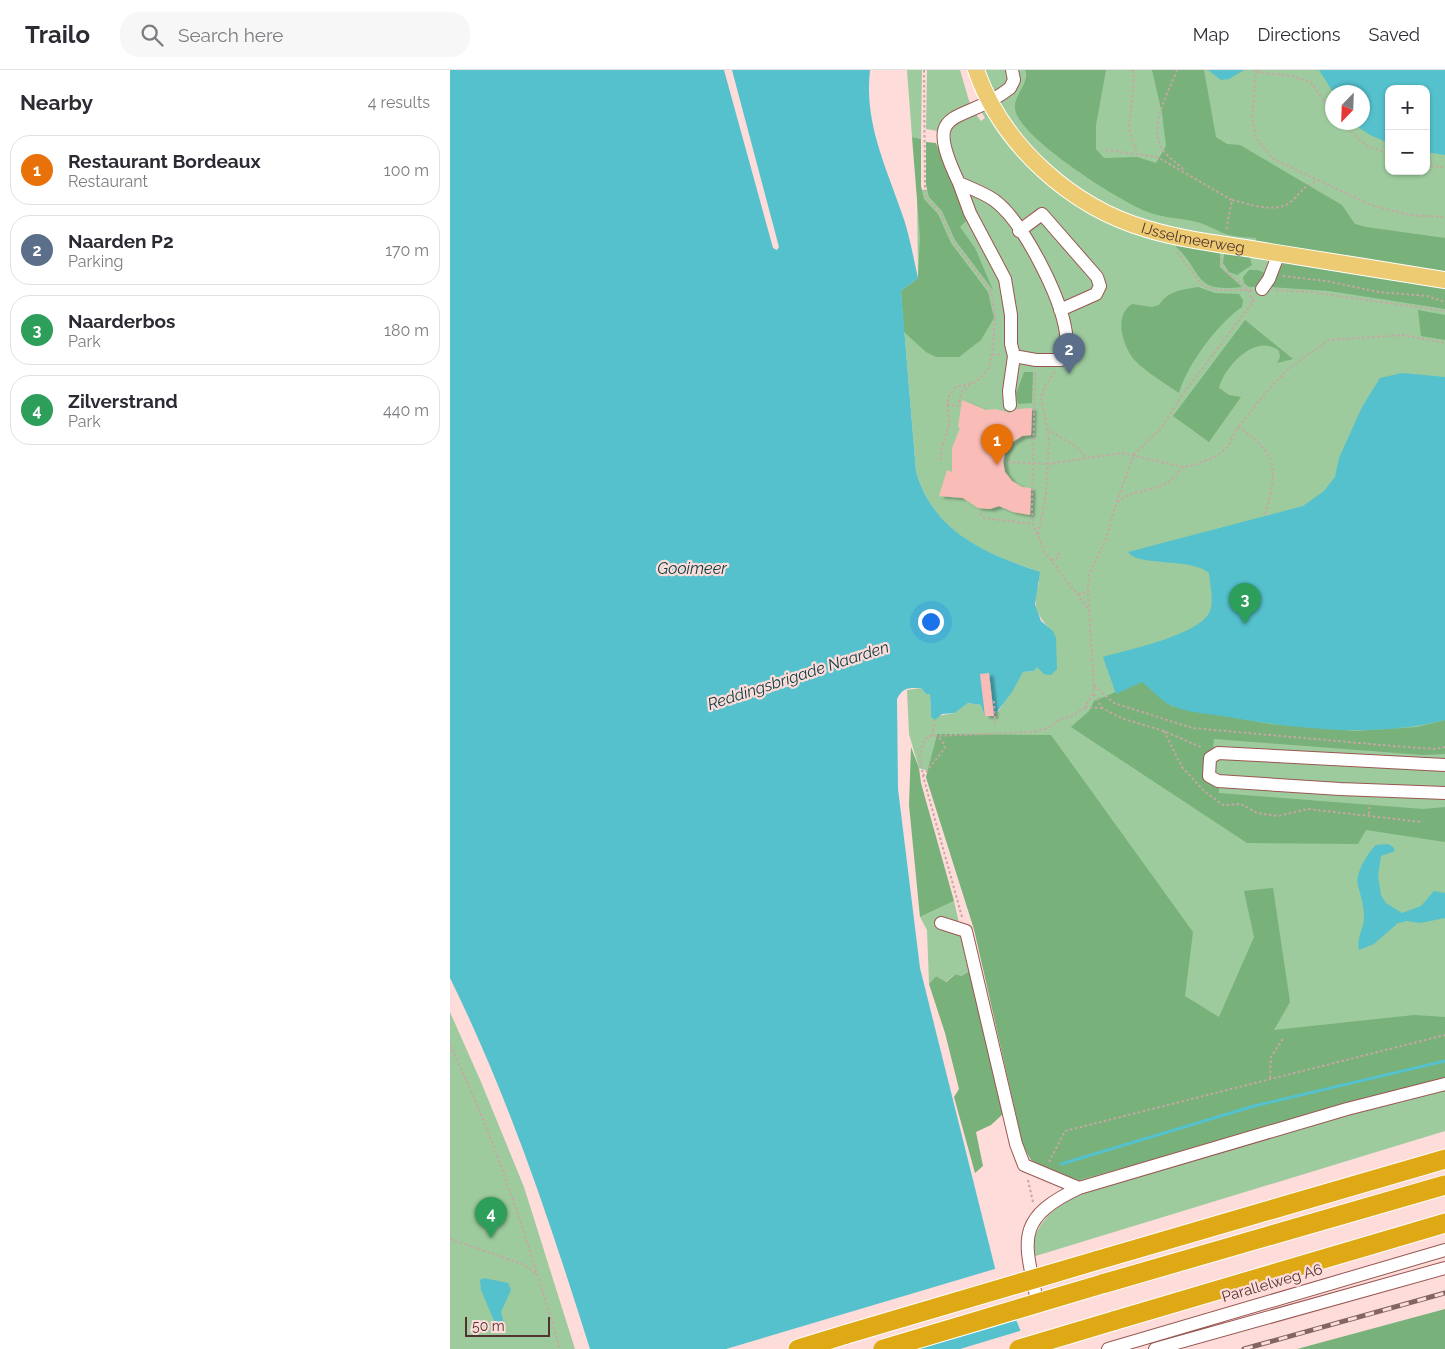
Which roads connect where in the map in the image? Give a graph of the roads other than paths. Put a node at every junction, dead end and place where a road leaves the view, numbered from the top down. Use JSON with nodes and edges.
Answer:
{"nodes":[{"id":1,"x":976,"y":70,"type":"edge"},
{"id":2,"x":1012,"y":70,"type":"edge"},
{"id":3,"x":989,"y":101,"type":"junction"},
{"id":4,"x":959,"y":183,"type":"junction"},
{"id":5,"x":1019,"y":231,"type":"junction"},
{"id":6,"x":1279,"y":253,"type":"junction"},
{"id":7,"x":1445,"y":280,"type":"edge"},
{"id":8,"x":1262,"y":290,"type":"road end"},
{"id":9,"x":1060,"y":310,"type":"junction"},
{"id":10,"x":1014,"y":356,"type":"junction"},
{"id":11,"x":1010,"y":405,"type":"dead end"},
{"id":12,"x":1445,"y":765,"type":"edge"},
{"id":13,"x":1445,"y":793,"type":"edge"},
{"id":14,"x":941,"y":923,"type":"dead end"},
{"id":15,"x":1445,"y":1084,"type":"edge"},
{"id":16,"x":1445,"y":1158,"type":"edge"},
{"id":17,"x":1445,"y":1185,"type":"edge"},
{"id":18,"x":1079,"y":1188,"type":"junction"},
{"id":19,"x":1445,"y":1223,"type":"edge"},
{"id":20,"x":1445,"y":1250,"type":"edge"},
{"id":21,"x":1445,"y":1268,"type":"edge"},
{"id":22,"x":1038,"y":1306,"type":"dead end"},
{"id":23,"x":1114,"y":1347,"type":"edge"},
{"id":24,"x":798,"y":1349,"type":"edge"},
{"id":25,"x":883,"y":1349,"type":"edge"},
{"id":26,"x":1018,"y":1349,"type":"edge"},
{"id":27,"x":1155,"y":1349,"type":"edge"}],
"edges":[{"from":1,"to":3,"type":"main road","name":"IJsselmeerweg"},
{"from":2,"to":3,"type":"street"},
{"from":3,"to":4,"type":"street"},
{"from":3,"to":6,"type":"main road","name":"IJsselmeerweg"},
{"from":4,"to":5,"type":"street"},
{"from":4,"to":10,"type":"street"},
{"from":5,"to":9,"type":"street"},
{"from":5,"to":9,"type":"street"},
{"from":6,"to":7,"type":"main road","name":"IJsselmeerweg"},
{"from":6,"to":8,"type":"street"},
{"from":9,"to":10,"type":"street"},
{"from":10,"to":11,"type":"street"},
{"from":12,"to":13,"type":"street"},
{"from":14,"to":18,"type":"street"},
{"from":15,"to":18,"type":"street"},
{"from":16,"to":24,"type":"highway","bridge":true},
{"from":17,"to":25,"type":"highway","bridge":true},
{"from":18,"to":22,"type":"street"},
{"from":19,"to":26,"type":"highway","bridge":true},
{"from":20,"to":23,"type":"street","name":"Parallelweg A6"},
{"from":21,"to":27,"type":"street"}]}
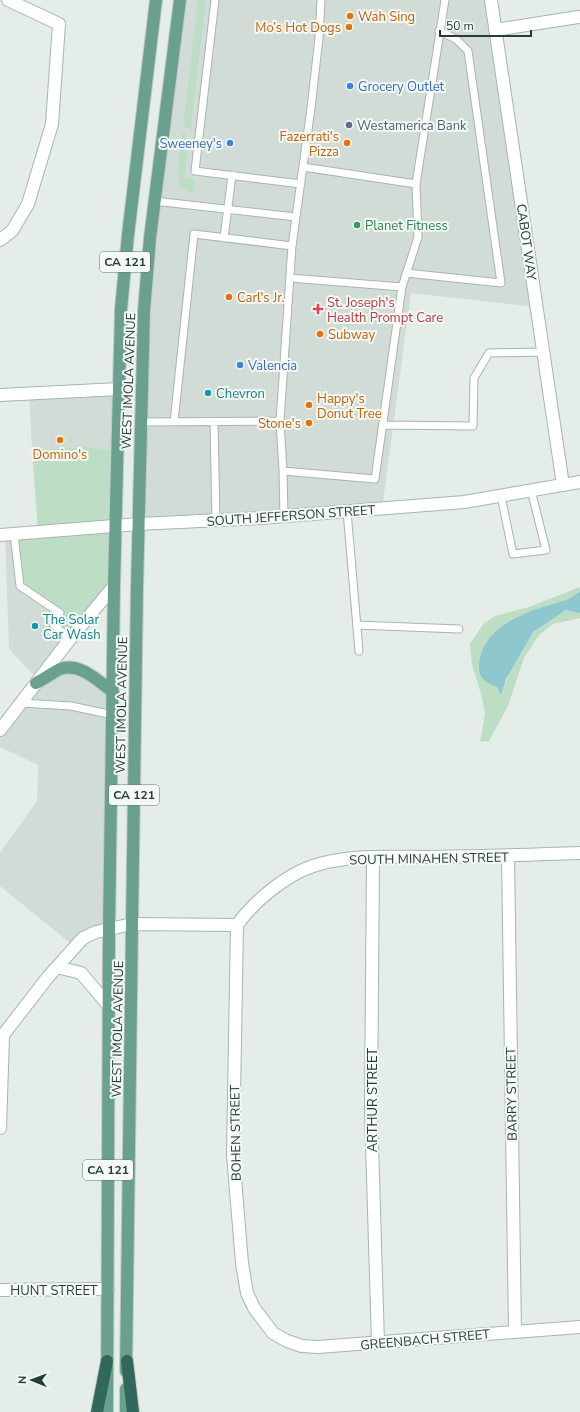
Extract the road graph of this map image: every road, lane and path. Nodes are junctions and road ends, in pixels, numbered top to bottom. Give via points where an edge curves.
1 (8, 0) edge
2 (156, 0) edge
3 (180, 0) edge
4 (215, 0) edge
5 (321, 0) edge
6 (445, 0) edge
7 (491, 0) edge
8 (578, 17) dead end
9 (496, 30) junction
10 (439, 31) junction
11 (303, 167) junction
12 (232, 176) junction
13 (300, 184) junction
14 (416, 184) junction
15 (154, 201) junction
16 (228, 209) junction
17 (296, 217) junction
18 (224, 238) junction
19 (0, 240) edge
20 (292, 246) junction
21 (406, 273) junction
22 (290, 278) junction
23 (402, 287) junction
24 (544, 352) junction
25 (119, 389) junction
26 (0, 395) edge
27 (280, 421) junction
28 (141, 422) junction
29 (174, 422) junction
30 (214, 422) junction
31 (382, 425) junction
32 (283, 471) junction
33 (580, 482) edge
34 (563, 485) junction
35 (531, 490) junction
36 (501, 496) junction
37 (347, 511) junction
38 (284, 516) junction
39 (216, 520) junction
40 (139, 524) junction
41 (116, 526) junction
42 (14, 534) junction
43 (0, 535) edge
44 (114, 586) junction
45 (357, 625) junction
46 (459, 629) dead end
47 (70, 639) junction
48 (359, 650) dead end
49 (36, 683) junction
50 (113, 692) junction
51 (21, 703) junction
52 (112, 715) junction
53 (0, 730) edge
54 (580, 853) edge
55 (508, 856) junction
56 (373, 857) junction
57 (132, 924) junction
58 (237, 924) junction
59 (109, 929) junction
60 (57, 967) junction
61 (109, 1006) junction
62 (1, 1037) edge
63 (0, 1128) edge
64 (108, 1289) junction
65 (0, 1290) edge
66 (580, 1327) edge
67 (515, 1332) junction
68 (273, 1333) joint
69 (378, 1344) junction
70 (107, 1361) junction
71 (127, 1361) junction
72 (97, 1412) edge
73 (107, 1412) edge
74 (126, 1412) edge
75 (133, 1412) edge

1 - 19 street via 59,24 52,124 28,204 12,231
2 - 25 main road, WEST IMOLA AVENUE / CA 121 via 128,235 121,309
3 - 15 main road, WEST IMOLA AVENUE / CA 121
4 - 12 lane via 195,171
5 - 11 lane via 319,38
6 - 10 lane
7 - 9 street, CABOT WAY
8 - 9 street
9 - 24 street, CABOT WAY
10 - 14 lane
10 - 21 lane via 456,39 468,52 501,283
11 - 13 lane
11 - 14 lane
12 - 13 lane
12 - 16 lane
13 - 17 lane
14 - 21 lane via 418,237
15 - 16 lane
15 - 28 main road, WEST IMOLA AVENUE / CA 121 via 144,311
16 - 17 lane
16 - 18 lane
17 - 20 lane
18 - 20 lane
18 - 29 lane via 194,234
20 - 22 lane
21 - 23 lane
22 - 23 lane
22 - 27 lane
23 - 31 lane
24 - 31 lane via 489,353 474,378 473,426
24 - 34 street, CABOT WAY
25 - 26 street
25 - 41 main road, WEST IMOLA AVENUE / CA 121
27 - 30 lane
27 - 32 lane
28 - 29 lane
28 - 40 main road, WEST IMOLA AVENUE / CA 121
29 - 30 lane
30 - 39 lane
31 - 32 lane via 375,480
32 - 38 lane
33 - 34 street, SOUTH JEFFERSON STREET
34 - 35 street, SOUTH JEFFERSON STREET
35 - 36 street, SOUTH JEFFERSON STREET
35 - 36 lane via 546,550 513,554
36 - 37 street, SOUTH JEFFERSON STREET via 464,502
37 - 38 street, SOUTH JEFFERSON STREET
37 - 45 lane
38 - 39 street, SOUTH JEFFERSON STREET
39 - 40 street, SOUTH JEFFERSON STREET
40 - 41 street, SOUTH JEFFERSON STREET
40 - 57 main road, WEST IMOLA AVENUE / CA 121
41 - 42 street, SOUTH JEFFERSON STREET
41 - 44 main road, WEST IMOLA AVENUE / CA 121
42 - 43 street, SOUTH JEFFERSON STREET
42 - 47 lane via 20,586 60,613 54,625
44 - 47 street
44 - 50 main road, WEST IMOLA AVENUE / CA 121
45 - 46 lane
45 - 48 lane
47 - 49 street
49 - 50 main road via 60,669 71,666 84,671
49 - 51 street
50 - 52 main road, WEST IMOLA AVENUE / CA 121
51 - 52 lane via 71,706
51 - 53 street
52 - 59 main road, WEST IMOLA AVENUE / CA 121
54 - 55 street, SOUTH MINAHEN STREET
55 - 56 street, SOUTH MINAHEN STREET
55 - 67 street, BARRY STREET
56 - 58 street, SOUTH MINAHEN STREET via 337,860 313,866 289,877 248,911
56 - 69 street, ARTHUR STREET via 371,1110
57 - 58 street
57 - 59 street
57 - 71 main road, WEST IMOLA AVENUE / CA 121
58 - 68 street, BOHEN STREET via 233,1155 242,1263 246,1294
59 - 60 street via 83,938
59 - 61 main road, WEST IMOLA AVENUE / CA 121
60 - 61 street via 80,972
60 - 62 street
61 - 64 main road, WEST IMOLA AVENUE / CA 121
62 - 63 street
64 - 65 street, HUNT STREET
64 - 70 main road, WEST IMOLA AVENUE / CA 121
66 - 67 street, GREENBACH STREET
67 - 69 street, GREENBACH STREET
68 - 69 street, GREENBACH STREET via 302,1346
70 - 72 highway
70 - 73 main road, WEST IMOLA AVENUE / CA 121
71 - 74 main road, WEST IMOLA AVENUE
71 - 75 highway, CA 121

++++++++++++++++++++

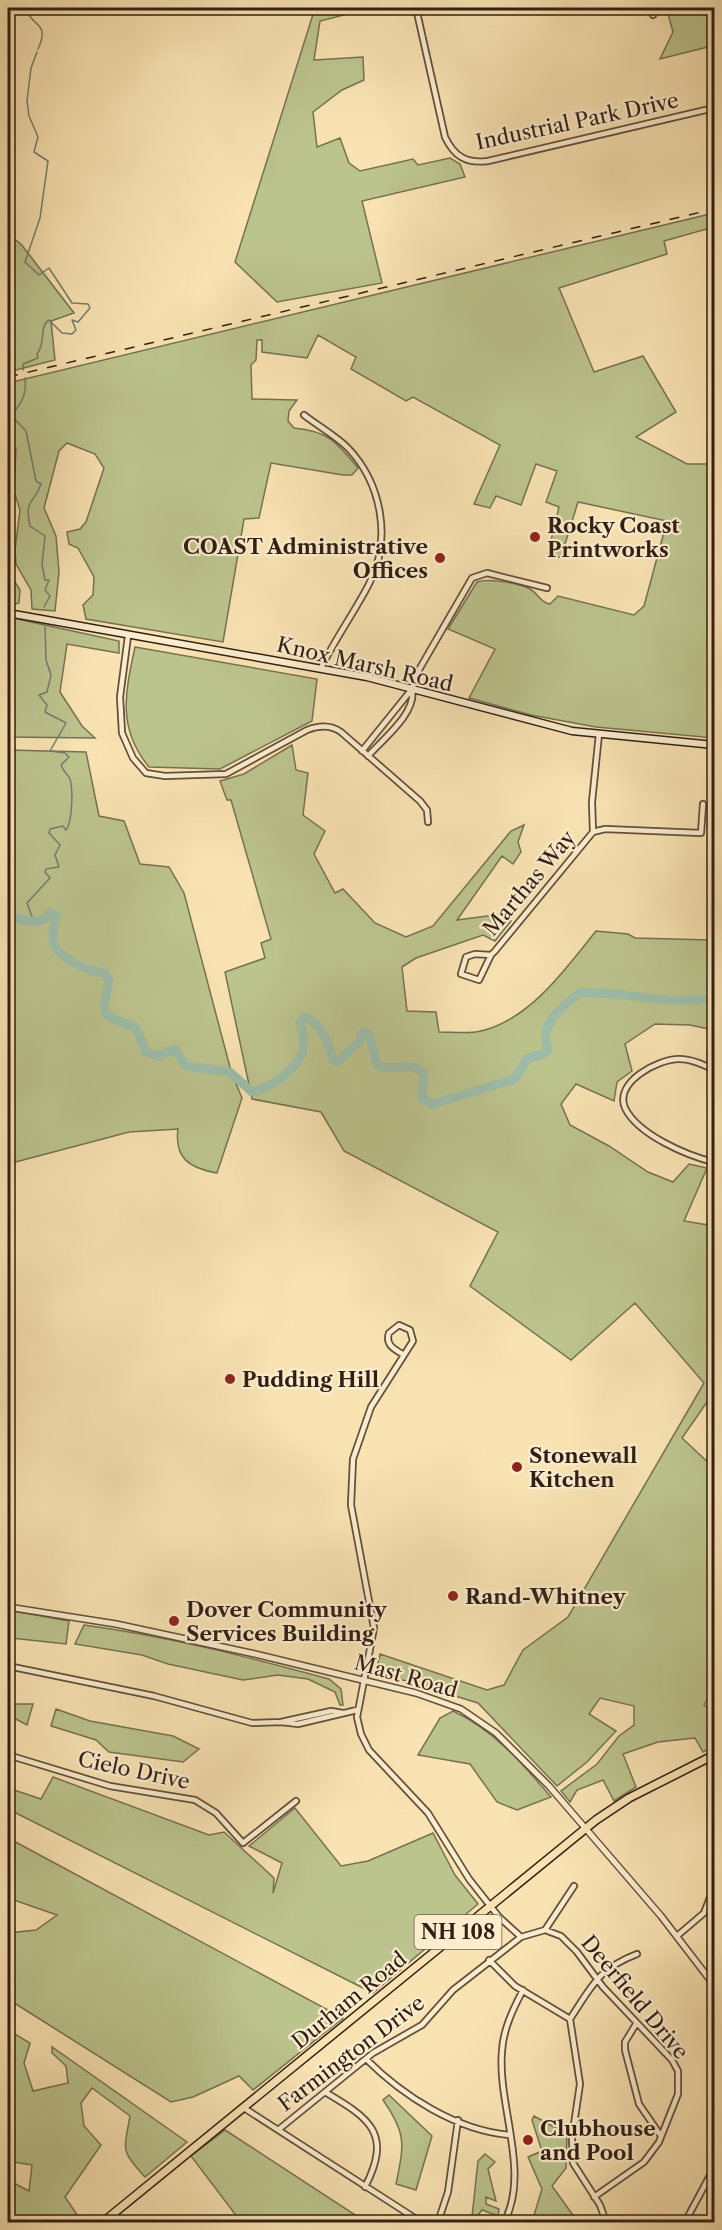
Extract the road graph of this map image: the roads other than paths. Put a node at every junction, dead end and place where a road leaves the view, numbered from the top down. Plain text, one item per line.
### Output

++++++++++++++++++++

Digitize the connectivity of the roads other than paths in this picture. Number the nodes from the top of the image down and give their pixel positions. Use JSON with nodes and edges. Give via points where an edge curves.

++++++++++++++++++++

What you should do: All lines above that contain the word "with" are to be copied.

Response to the task:
Which roads connect where in the map in the image? Give a graph of the roads other than paths. Put a node at every junction, dead end and place where a road leaves the view, numbered from the top down. Use JSON with nodes and edges.
Digitize the connectivity of the roads other than paths in this picture. Number the nodes from the top of the image down and give their pixel positions. Use JSON with nodes and edges. Give via points where an edge curves.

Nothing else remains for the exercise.